What needs to be done
Every entry here should be copied exactly.

Dataset content

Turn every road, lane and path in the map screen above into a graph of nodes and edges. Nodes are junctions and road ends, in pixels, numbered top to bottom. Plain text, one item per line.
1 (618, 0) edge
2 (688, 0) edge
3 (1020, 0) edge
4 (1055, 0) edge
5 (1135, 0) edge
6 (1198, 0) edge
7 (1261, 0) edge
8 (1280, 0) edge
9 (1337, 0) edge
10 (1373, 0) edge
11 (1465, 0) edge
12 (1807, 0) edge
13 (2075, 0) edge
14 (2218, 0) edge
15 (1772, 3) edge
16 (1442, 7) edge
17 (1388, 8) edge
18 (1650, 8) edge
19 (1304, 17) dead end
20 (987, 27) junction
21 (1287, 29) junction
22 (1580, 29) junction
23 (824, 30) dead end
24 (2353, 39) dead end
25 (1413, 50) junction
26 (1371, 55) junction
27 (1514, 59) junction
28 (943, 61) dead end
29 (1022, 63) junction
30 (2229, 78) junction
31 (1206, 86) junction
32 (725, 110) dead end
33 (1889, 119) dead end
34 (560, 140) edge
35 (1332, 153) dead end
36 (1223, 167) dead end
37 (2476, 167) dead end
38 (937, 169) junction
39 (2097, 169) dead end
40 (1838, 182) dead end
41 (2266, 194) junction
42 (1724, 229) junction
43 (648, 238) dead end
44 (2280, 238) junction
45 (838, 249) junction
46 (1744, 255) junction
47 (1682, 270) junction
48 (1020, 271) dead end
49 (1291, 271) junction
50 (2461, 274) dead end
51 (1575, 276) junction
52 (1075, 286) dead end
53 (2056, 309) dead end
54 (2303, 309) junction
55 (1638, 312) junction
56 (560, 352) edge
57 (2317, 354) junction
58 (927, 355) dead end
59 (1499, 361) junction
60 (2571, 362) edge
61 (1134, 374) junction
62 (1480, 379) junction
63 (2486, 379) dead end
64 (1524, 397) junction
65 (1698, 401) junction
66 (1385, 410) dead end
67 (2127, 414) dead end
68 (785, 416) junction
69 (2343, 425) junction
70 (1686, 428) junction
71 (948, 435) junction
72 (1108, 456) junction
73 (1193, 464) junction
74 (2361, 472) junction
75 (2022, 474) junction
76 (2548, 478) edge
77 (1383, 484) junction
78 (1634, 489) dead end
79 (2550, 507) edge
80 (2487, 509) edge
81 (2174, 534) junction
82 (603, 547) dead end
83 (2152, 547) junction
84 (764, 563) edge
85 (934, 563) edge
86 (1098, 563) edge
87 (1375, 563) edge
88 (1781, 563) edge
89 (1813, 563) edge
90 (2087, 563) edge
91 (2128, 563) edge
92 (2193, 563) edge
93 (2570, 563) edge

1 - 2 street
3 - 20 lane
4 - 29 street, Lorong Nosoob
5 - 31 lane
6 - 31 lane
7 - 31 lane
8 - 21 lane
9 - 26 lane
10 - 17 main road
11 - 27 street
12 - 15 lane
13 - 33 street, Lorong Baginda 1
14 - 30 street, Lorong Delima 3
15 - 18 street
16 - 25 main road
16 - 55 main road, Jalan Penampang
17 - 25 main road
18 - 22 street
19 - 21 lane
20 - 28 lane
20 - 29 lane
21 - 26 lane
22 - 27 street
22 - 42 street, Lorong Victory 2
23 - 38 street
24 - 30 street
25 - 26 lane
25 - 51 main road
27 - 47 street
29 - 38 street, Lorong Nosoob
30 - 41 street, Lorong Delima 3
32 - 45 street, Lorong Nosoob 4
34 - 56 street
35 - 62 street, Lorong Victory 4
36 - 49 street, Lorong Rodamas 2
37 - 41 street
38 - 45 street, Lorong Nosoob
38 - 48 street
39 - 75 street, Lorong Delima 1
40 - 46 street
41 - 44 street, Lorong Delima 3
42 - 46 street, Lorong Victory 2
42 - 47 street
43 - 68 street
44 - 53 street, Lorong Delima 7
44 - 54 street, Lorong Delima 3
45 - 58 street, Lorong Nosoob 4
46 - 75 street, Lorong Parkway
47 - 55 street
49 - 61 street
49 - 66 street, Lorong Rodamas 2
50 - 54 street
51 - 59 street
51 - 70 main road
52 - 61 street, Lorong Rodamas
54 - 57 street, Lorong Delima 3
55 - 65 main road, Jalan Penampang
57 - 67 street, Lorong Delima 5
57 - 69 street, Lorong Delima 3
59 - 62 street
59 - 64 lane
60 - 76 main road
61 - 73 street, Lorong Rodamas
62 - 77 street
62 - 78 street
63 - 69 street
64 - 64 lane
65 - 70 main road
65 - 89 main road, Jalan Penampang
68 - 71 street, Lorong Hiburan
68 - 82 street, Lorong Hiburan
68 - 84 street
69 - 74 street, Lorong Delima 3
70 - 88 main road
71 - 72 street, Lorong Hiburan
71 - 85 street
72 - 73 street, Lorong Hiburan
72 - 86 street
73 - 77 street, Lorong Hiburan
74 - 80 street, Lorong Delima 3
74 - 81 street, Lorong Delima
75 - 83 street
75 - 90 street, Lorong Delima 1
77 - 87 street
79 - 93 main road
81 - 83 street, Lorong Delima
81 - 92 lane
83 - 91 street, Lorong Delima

Output of the exercise
Turn every road, lane and path in the map screen above into a graph of nodes and edges. Nodes are junctions and road ends, in pixels, numbered top to bottom. Plain text, one item per line.
1 (618, 0) edge
2 (688, 0) edge
3 (1020, 0) edge
4 (1055, 0) edge
5 (1135, 0) edge
6 (1198, 0) edge
7 (1261, 0) edge
8 (1280, 0) edge
9 (1337, 0) edge
10 (1373, 0) edge
11 (1465, 0) edge
12 (1807, 0) edge
13 (2075, 0) edge
14 (2218, 0) edge
15 (1772, 3) edge
16 (1442, 7) edge
17 (1388, 8) edge
18 (1650, 8) edge
19 (1304, 17) dead end
20 (987, 27) junction
21 (1287, 29) junction
22 (1580, 29) junction
23 (824, 30) dead end
24 (2353, 39) dead end
25 (1413, 50) junction
26 (1371, 55) junction
27 (1514, 59) junction
28 (943, 61) dead end
29 (1022, 63) junction
30 (2229, 78) junction
31 (1206, 86) junction
32 (725, 110) dead end
33 (1889, 119) dead end
34 (560, 140) edge
35 (1332, 153) dead end
36 (1223, 167) dead end
37 (2476, 167) dead end
38 (937, 169) junction
39 (2097, 169) dead end
40 (1838, 182) dead end
41 (2266, 194) junction
42 (1724, 229) junction
43 (648, 238) dead end
44 (2280, 238) junction
45 (838, 249) junction
46 (1744, 255) junction
47 (1682, 270) junction
48 (1020, 271) dead end
49 (1291, 271) junction
50 (2461, 274) dead end
51 (1575, 276) junction
52 (1075, 286) dead end
53 (2056, 309) dead end
54 (2303, 309) junction
55 (1638, 312) junction
56 (560, 352) edge
57 (2317, 354) junction
58 (927, 355) dead end
59 (1499, 361) junction
60 (2571, 362) edge
61 (1134, 374) junction
62 (1480, 379) junction
63 (2486, 379) dead end
64 (1524, 397) junction
65 (1698, 401) junction
66 (1385, 410) dead end
67 (2127, 414) dead end
68 (785, 416) junction
69 (2343, 425) junction
70 (1686, 428) junction
71 (948, 435) junction
72 (1108, 456) junction
73 (1193, 464) junction
74 (2361, 472) junction
75 (2022, 474) junction
76 (2548, 478) edge
77 (1383, 484) junction
78 (1634, 489) dead end
79 (2550, 507) edge
80 (2487, 509) edge
81 (2174, 534) junction
82 (603, 547) dead end
83 (2152, 547) junction
84 (764, 563) edge
85 (934, 563) edge
86 (1098, 563) edge
87 (1375, 563) edge
88 (1781, 563) edge
89 (1813, 563) edge
90 (2087, 563) edge
91 (2128, 563) edge
92 (2193, 563) edge
93 (2570, 563) edge

1 - 2 street
3 - 20 lane
4 - 29 street, Lorong Nosoob
5 - 31 lane
6 - 31 lane
7 - 31 lane
8 - 21 lane
9 - 26 lane
10 - 17 main road
11 - 27 street
12 - 15 lane
13 - 33 street, Lorong Baginda 1
14 - 30 street, Lorong Delima 3
15 - 18 street
16 - 25 main road
16 - 55 main road, Jalan Penampang
17 - 25 main road
18 - 22 street
19 - 21 lane
20 - 28 lane
20 - 29 lane
21 - 26 lane
22 - 27 street
22 - 42 street, Lorong Victory 2
23 - 38 street
24 - 30 street
25 - 26 lane
25 - 51 main road
27 - 47 street
29 - 38 street, Lorong Nosoob
30 - 41 street, Lorong Delima 3
32 - 45 street, Lorong Nosoob 4
34 - 56 street
35 - 62 street, Lorong Victory 4
36 - 49 street, Lorong Rodamas 2
37 - 41 street
38 - 45 street, Lorong Nosoob
38 - 48 street
39 - 75 street, Lorong Delima 1
40 - 46 street
41 - 44 street, Lorong Delima 3
42 - 46 street, Lorong Victory 2
42 - 47 street
43 - 68 street
44 - 53 street, Lorong Delima 7
44 - 54 street, Lorong Delima 3
45 - 58 street, Lorong Nosoob 4
46 - 75 street, Lorong Parkway
47 - 55 street
49 - 61 street
49 - 66 street, Lorong Rodamas 2
50 - 54 street
51 - 59 street
51 - 70 main road
52 - 61 street, Lorong Rodamas
54 - 57 street, Lorong Delima 3
55 - 65 main road, Jalan Penampang
57 - 67 street, Lorong Delima 5
57 - 69 street, Lorong Delima 3
59 - 62 street
59 - 64 lane
60 - 76 main road
61 - 73 street, Lorong Rodamas
62 - 77 street
62 - 78 street
63 - 69 street
64 - 64 lane
65 - 70 main road
65 - 89 main road, Jalan Penampang
68 - 71 street, Lorong Hiburan
68 - 82 street, Lorong Hiburan
68 - 84 street
69 - 74 street, Lorong Delima 3
70 - 88 main road
71 - 72 street, Lorong Hiburan
71 - 85 street
72 - 73 street, Lorong Hiburan
72 - 86 street
73 - 77 street, Lorong Hiburan
74 - 80 street, Lorong Delima 3
74 - 81 street, Lorong Delima
75 - 83 street
75 - 90 street, Lorong Delima 1
77 - 87 street
79 - 93 main road
81 - 83 street, Lorong Delima
81 - 92 lane
83 - 91 street, Lorong Delima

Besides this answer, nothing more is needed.